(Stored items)
----
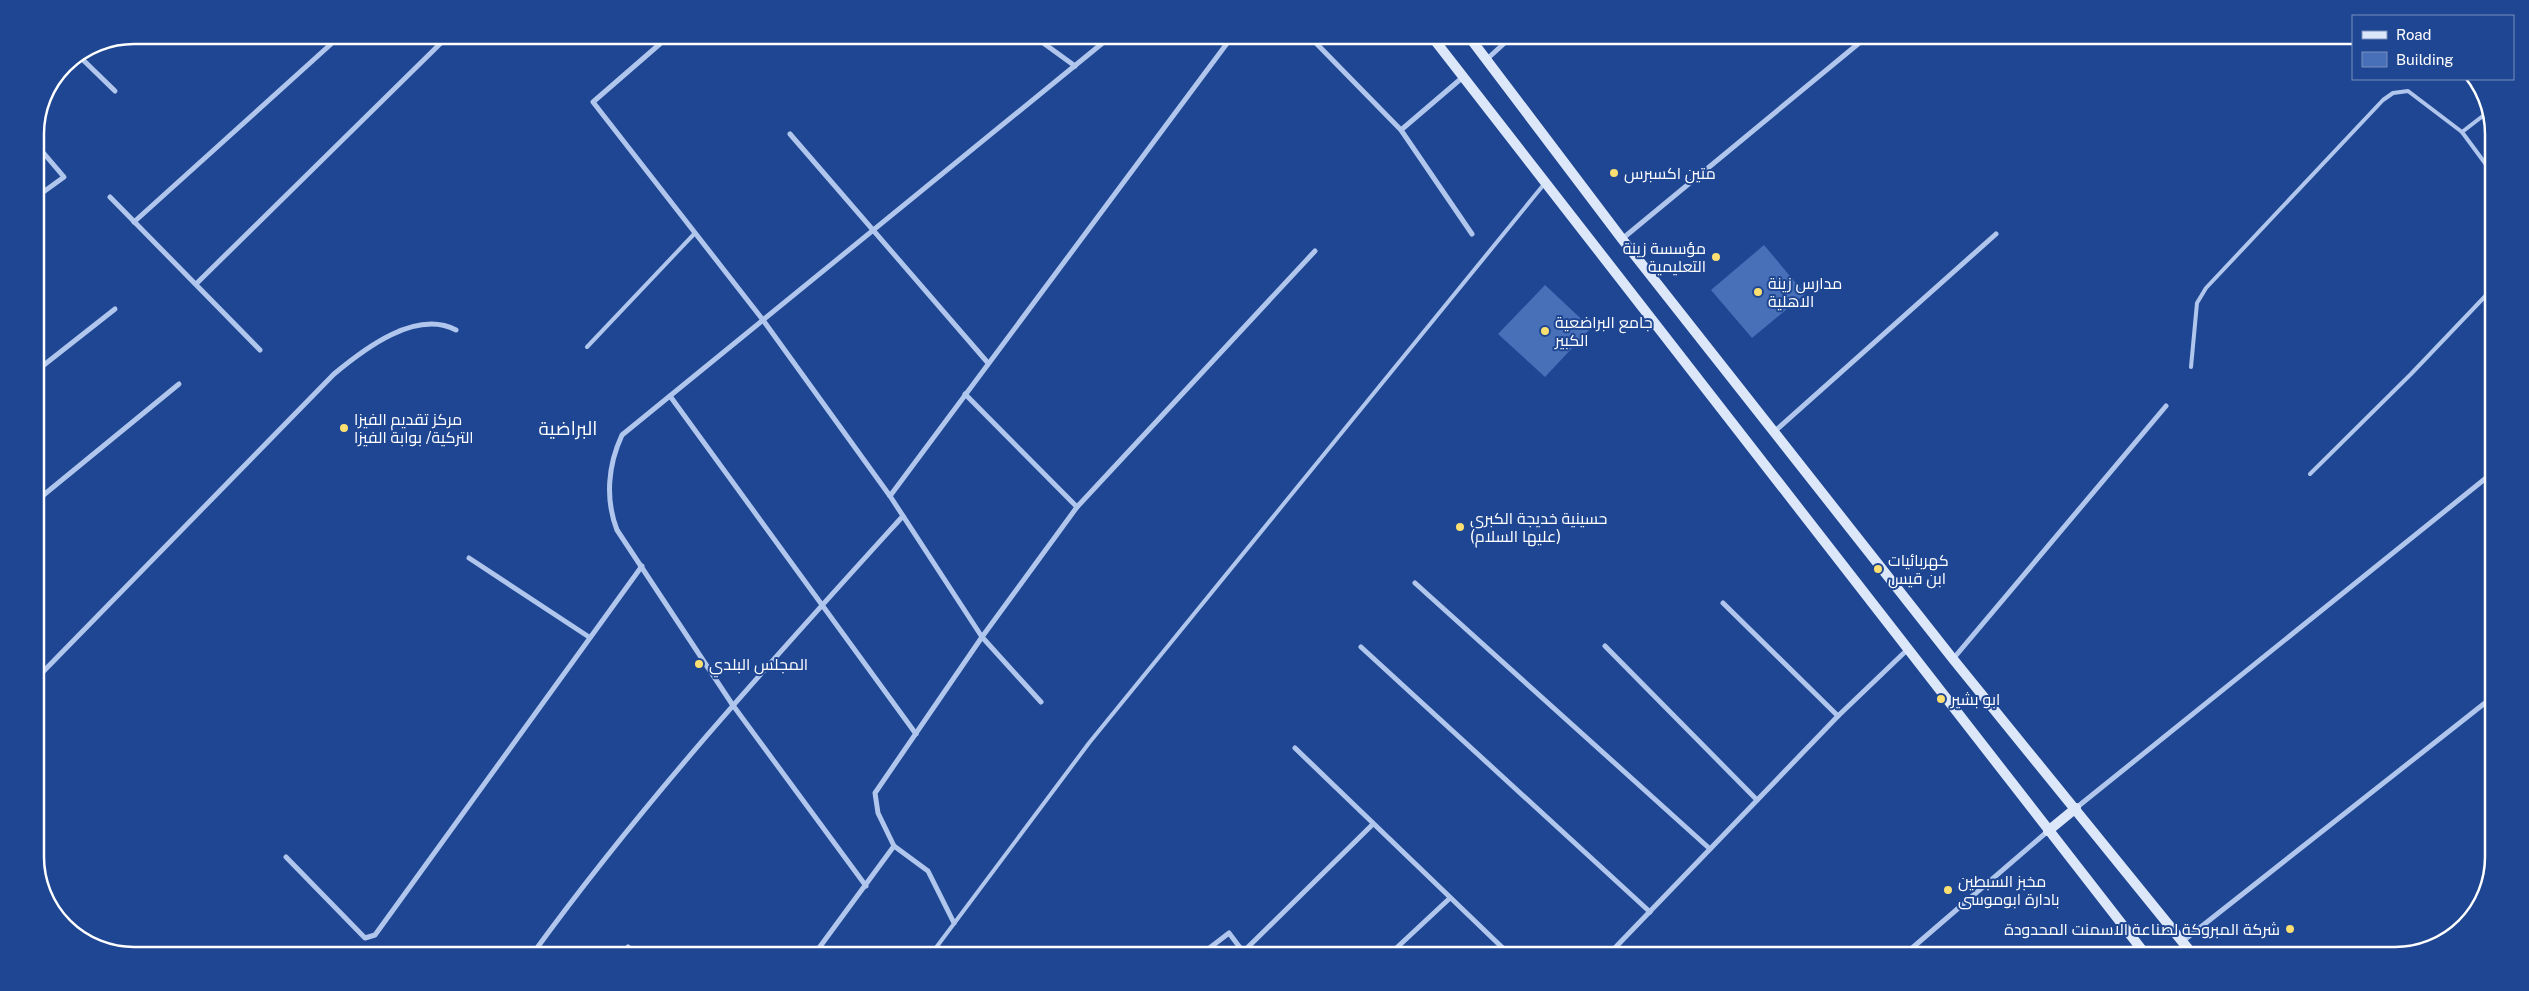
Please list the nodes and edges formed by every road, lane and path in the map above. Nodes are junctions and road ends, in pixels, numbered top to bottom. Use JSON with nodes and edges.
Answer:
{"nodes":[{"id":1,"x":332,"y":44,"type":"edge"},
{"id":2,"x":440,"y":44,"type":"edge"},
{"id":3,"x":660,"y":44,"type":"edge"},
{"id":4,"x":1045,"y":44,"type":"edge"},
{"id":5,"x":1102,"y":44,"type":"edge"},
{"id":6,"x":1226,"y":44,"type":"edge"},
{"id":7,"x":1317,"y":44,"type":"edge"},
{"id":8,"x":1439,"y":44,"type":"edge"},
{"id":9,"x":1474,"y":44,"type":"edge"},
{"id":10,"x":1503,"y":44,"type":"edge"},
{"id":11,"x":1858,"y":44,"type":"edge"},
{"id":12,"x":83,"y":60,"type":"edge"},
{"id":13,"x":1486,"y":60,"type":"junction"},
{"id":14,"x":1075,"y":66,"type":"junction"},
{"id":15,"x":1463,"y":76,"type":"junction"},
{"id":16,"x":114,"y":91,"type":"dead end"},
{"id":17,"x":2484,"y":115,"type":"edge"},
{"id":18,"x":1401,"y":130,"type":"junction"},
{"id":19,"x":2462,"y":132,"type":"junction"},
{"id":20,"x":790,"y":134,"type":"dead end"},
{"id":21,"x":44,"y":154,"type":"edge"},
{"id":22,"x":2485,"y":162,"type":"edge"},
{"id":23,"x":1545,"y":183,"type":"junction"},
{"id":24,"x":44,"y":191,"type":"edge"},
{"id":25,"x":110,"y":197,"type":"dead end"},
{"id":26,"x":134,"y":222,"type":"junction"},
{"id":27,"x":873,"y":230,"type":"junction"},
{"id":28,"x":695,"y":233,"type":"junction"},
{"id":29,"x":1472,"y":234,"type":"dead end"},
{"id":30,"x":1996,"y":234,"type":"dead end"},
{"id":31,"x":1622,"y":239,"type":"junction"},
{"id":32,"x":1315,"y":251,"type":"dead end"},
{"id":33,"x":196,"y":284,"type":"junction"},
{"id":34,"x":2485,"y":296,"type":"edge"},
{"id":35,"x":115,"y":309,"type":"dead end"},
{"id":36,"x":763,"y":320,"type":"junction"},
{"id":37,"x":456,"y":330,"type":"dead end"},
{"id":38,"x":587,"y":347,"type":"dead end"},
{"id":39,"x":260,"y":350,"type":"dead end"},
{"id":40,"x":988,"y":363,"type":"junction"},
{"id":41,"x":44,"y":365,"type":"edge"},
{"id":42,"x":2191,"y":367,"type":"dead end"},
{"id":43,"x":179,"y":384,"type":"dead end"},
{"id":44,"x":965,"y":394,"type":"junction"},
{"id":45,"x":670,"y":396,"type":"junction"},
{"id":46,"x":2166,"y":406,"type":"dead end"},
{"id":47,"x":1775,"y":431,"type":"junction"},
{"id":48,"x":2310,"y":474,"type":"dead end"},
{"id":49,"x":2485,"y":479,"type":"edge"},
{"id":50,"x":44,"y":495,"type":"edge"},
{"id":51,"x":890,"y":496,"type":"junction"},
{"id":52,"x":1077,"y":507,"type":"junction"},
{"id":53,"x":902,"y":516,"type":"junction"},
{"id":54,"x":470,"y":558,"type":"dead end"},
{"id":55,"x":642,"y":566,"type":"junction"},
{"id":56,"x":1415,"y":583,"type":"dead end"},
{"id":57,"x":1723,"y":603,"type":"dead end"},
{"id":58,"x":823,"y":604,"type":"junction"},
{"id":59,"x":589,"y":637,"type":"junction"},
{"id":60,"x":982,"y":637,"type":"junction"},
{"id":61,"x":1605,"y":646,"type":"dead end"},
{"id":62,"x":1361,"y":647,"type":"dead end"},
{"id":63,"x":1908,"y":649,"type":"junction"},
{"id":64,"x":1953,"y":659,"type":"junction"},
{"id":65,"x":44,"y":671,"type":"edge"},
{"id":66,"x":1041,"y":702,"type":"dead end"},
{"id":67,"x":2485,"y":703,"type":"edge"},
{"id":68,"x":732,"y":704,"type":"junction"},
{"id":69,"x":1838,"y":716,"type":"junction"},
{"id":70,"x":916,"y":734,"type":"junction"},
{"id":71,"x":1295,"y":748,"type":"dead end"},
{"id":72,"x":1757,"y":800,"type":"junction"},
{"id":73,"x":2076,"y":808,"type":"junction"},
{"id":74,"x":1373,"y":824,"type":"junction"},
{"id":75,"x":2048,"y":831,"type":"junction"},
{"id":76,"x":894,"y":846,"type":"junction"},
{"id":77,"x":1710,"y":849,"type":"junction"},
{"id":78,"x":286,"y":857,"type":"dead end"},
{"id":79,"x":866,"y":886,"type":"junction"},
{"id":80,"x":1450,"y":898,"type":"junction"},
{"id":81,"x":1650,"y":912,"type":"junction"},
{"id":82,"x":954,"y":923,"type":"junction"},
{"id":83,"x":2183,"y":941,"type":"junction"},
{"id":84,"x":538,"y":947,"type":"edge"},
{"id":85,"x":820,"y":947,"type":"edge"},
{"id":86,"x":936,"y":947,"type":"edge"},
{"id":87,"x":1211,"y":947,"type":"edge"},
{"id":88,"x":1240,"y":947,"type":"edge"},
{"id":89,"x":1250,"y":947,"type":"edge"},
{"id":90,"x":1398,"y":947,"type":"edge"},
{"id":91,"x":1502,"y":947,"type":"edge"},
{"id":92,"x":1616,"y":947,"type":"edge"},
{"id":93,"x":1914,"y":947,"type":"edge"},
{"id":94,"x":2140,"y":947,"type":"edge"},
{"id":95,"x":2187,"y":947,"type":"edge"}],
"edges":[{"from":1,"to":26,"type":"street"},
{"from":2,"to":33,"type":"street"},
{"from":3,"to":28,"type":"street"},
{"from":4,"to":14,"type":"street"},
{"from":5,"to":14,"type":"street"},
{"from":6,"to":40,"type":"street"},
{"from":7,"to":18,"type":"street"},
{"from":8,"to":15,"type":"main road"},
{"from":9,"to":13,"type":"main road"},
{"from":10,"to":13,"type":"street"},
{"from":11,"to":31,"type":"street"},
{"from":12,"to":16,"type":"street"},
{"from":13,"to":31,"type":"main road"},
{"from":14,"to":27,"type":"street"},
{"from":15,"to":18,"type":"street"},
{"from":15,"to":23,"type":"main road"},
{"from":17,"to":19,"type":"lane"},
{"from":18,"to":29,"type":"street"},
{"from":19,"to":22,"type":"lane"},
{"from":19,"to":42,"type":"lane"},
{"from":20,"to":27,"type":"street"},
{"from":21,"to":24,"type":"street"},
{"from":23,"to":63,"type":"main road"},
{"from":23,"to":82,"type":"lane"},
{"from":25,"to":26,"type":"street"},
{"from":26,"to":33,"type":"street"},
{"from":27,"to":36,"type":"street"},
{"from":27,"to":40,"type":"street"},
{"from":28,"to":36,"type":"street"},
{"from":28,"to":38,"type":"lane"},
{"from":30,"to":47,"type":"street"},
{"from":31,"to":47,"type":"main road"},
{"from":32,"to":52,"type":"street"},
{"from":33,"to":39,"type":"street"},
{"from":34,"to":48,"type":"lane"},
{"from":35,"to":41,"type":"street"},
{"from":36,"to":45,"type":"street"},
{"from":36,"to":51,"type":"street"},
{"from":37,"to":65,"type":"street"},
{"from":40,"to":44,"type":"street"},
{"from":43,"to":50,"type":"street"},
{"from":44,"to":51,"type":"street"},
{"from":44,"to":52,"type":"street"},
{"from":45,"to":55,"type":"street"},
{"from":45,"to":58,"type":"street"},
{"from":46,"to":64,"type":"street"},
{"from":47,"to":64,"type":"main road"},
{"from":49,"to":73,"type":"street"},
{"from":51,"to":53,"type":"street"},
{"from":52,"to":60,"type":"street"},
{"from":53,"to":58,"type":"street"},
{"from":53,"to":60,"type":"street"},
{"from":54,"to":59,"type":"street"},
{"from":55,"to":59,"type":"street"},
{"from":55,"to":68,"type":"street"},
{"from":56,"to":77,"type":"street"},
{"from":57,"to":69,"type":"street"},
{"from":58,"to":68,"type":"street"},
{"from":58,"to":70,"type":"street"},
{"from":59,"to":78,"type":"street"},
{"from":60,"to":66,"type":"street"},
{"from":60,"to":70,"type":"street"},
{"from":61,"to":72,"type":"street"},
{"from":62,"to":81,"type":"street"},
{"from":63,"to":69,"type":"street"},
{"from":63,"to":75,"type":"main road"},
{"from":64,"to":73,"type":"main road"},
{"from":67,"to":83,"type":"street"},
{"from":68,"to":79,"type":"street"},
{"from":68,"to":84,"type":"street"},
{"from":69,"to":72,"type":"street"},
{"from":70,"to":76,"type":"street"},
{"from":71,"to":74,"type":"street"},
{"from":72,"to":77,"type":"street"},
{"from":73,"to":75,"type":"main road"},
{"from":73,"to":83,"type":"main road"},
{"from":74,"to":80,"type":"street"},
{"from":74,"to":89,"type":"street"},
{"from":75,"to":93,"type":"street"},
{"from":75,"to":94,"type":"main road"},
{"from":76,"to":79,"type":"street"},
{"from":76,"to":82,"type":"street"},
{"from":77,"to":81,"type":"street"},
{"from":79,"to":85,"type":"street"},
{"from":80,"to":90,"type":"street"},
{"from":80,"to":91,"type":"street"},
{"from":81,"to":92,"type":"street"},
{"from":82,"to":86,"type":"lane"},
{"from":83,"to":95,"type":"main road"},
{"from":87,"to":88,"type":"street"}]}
----
When the word "lane" occurs in a line above, list that line.

### Output of the task
Please list the nodes and edges formed by every road, lane and path in the map above. Nodes are junctions and road ends, in pixels, numbered top to bottom. Use JSON with nodes and edges.
{"from":17,"to":19,"type":"lane"},
{"from":19,"to":22,"type":"lane"},
{"from":19,"to":42,"type":"lane"},
{"from":23,"to":82,"type":"lane"},
{"from":28,"to":38,"type":"lane"},
{"from":34,"to":48,"type":"lane"},
{"from":82,"to":86,"type":"lane"},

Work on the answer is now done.